→ What to work on:
From the first line to the last, copy the listing below word for word.

→ Data supplied:
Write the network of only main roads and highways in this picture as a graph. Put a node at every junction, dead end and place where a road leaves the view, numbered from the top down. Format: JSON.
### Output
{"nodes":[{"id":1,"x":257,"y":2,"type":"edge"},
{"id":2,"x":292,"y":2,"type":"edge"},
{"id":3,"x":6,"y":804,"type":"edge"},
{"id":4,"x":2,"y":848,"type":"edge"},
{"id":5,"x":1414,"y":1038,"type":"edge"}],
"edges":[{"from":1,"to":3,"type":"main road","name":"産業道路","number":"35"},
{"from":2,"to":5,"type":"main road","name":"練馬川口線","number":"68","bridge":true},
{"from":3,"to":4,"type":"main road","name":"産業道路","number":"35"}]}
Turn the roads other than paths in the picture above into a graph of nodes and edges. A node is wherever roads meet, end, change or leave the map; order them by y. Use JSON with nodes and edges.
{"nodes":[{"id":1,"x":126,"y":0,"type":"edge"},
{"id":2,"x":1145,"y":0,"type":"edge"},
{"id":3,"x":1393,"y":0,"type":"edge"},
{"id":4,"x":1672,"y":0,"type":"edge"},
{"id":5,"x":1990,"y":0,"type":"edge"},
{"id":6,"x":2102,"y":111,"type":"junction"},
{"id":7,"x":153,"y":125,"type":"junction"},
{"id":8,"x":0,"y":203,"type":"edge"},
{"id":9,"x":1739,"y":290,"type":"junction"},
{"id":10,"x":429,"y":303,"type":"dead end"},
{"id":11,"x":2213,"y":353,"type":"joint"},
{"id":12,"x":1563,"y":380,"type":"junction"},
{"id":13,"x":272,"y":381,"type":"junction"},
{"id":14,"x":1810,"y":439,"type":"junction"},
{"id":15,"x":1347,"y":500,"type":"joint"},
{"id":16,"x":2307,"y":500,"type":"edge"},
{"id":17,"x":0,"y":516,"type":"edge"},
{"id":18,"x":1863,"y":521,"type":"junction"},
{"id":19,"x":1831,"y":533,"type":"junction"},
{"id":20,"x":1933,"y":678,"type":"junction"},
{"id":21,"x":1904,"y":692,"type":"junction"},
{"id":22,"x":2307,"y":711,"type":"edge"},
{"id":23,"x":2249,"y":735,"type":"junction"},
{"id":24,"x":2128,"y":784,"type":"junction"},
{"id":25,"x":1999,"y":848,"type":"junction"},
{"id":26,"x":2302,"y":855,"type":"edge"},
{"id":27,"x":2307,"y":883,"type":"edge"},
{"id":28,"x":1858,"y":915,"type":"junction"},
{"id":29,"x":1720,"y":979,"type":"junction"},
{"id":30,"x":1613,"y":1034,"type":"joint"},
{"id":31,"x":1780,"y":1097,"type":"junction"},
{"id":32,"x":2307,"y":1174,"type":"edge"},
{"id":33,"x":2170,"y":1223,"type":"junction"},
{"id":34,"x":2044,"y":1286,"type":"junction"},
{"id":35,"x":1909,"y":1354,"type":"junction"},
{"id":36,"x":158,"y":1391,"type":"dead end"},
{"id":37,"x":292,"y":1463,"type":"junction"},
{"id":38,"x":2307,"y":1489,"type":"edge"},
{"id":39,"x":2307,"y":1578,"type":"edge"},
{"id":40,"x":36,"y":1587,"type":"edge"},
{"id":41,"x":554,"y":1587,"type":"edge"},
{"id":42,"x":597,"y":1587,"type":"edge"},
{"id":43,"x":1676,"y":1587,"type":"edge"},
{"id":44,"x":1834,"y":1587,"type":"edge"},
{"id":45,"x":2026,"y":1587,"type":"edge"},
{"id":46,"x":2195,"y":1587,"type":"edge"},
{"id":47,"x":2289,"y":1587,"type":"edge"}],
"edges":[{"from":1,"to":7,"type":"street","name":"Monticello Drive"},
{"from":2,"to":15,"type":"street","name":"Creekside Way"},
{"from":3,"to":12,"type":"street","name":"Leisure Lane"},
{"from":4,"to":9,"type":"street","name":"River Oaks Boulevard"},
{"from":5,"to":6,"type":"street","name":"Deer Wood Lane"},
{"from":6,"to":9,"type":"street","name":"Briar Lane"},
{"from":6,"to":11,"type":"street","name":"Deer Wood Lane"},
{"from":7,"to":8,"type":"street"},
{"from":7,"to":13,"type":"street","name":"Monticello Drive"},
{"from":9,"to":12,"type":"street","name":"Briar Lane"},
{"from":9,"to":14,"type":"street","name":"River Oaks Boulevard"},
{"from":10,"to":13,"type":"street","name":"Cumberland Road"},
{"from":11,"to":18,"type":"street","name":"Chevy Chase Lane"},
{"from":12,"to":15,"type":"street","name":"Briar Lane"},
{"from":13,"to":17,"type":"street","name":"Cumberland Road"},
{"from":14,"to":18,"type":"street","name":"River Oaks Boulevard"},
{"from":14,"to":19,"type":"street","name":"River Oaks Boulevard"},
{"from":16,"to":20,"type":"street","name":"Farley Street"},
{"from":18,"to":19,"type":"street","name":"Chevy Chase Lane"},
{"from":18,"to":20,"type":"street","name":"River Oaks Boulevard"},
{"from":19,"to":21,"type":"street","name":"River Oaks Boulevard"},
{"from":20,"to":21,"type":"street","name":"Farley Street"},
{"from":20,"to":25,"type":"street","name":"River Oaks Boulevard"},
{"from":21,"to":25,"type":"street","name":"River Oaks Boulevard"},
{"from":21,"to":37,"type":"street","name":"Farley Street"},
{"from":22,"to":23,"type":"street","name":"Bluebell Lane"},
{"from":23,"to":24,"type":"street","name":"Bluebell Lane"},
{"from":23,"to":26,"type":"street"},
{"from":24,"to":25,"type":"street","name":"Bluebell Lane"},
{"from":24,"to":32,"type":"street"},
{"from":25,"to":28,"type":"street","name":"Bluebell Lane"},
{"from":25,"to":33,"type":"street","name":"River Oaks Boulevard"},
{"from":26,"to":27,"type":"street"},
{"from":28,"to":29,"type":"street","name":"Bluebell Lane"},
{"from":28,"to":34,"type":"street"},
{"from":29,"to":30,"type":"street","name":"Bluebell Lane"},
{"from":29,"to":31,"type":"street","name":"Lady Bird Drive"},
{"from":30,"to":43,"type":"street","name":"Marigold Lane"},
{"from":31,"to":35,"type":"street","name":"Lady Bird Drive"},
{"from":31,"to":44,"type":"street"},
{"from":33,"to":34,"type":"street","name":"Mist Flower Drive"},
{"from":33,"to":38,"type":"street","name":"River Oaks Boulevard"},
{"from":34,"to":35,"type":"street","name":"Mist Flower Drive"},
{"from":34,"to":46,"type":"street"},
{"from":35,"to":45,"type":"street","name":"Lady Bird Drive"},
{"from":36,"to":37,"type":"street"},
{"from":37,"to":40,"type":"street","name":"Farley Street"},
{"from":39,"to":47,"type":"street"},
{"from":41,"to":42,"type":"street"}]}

→ Answer section:
Write the network of only main roads and highways in this picture as a graph. Put a node at every junction, dead end and place where a road leaves the view, numbered from the top down. Format: JSON.
### Output
{"nodes":[{"id":1,"x":257,"y":2,"type":"edge"},
{"id":2,"x":292,"y":2,"type":"edge"},
{"id":3,"x":6,"y":804,"type":"edge"},
{"id":4,"x":2,"y":848,"type":"edge"},
{"id":5,"x":1414,"y":1038,"type":"edge"}],
"edges":[{"from":1,"to":3,"type":"main road","name":"産業道路","number":"35"},
{"from":2,"to":5,"type":"main road","name":"練馬川口線","number":"68","bridge":true},
{"from":3,"to":4,"type":"main road","name":"産業道路","number":"35"}]}
Turn the roads other than paths in the picture above into a graph of nodes and edges. A node is wherever roads meet, end, change or leave the map; order them by y. Use JSON with nodes and edges.
{"nodes":[{"id":1,"x":126,"y":0,"type":"edge"},
{"id":2,"x":1145,"y":0,"type":"edge"},
{"id":3,"x":1393,"y":0,"type":"edge"},
{"id":4,"x":1672,"y":0,"type":"edge"},
{"id":5,"x":1990,"y":0,"type":"edge"},
{"id":6,"x":2102,"y":111,"type":"junction"},
{"id":7,"x":153,"y":125,"type":"junction"},
{"id":8,"x":0,"y":203,"type":"edge"},
{"id":9,"x":1739,"y":290,"type":"junction"},
{"id":10,"x":429,"y":303,"type":"dead end"},
{"id":11,"x":2213,"y":353,"type":"joint"},
{"id":12,"x":1563,"y":380,"type":"junction"},
{"id":13,"x":272,"y":381,"type":"junction"},
{"id":14,"x":1810,"y":439,"type":"junction"},
{"id":15,"x":1347,"y":500,"type":"joint"},
{"id":16,"x":2307,"y":500,"type":"edge"},
{"id":17,"x":0,"y":516,"type":"edge"},
{"id":18,"x":1863,"y":521,"type":"junction"},
{"id":19,"x":1831,"y":533,"type":"junction"},
{"id":20,"x":1933,"y":678,"type":"junction"},
{"id":21,"x":1904,"y":692,"type":"junction"},
{"id":22,"x":2307,"y":711,"type":"edge"},
{"id":23,"x":2249,"y":735,"type":"junction"},
{"id":24,"x":2128,"y":784,"type":"junction"},
{"id":25,"x":1999,"y":848,"type":"junction"},
{"id":26,"x":2302,"y":855,"type":"edge"},
{"id":27,"x":2307,"y":883,"type":"edge"},
{"id":28,"x":1858,"y":915,"type":"junction"},
{"id":29,"x":1720,"y":979,"type":"junction"},
{"id":30,"x":1613,"y":1034,"type":"joint"},
{"id":31,"x":1780,"y":1097,"type":"junction"},
{"id":32,"x":2307,"y":1174,"type":"edge"},
{"id":33,"x":2170,"y":1223,"type":"junction"},
{"id":34,"x":2044,"y":1286,"type":"junction"},
{"id":35,"x":1909,"y":1354,"type":"junction"},
{"id":36,"x":158,"y":1391,"type":"dead end"},
{"id":37,"x":292,"y":1463,"type":"junction"},
{"id":38,"x":2307,"y":1489,"type":"edge"},
{"id":39,"x":2307,"y":1578,"type":"edge"},
{"id":40,"x":36,"y":1587,"type":"edge"},
{"id":41,"x":554,"y":1587,"type":"edge"},
{"id":42,"x":597,"y":1587,"type":"edge"},
{"id":43,"x":1676,"y":1587,"type":"edge"},
{"id":44,"x":1834,"y":1587,"type":"edge"},
{"id":45,"x":2026,"y":1587,"type":"edge"},
{"id":46,"x":2195,"y":1587,"type":"edge"},
{"id":47,"x":2289,"y":1587,"type":"edge"}],
"edges":[{"from":1,"to":7,"type":"street","name":"Monticello Drive"},
{"from":2,"to":15,"type":"street","name":"Creekside Way"},
{"from":3,"to":12,"type":"street","name":"Leisure Lane"},
{"from":4,"to":9,"type":"street","name":"River Oaks Boulevard"},
{"from":5,"to":6,"type":"street","name":"Deer Wood Lane"},
{"from":6,"to":9,"type":"street","name":"Briar Lane"},
{"from":6,"to":11,"type":"street","name":"Deer Wood Lane"},
{"from":7,"to":8,"type":"street"},
{"from":7,"to":13,"type":"street","name":"Monticello Drive"},
{"from":9,"to":12,"type":"street","name":"Briar Lane"},
{"from":9,"to":14,"type":"street","name":"River Oaks Boulevard"},
{"from":10,"to":13,"type":"street","name":"Cumberland Road"},
{"from":11,"to":18,"type":"street","name":"Chevy Chase Lane"},
{"from":12,"to":15,"type":"street","name":"Briar Lane"},
{"from":13,"to":17,"type":"street","name":"Cumberland Road"},
{"from":14,"to":18,"type":"street","name":"River Oaks Boulevard"},
{"from":14,"to":19,"type":"street","name":"River Oaks Boulevard"},
{"from":16,"to":20,"type":"street","name":"Farley Street"},
{"from":18,"to":19,"type":"street","name":"Chevy Chase Lane"},
{"from":18,"to":20,"type":"street","name":"River Oaks Boulevard"},
{"from":19,"to":21,"type":"street","name":"River Oaks Boulevard"},
{"from":20,"to":21,"type":"street","name":"Farley Street"},
{"from":20,"to":25,"type":"street","name":"River Oaks Boulevard"},
{"from":21,"to":25,"type":"street","name":"River Oaks Boulevard"},
{"from":21,"to":37,"type":"street","name":"Farley Street"},
{"from":22,"to":23,"type":"street","name":"Bluebell Lane"},
{"from":23,"to":24,"type":"street","name":"Bluebell Lane"},
{"from":23,"to":26,"type":"street"},
{"from":24,"to":25,"type":"street","name":"Bluebell Lane"},
{"from":24,"to":32,"type":"street"},
{"from":25,"to":28,"type":"street","name":"Bluebell Lane"},
{"from":25,"to":33,"type":"street","name":"River Oaks Boulevard"},
{"from":26,"to":27,"type":"street"},
{"from":28,"to":29,"type":"street","name":"Bluebell Lane"},
{"from":28,"to":34,"type":"street"},
{"from":29,"to":30,"type":"street","name":"Bluebell Lane"},
{"from":29,"to":31,"type":"street","name":"Lady Bird Drive"},
{"from":30,"to":43,"type":"street","name":"Marigold Lane"},
{"from":31,"to":35,"type":"street","name":"Lady Bird Drive"},
{"from":31,"to":44,"type":"street"},
{"from":33,"to":34,"type":"street","name":"Mist Flower Drive"},
{"from":33,"to":38,"type":"street","name":"River Oaks Boulevard"},
{"from":34,"to":35,"type":"street","name":"Mist Flower Drive"},
{"from":34,"to":46,"type":"street"},
{"from":35,"to":45,"type":"street","name":"Lady Bird Drive"},
{"from":36,"to":37,"type":"street"},
{"from":37,"to":40,"type":"street","name":"Farley Street"},
{"from":39,"to":47,"type":"street"},
{"from":41,"to":42,"type":"street"}]}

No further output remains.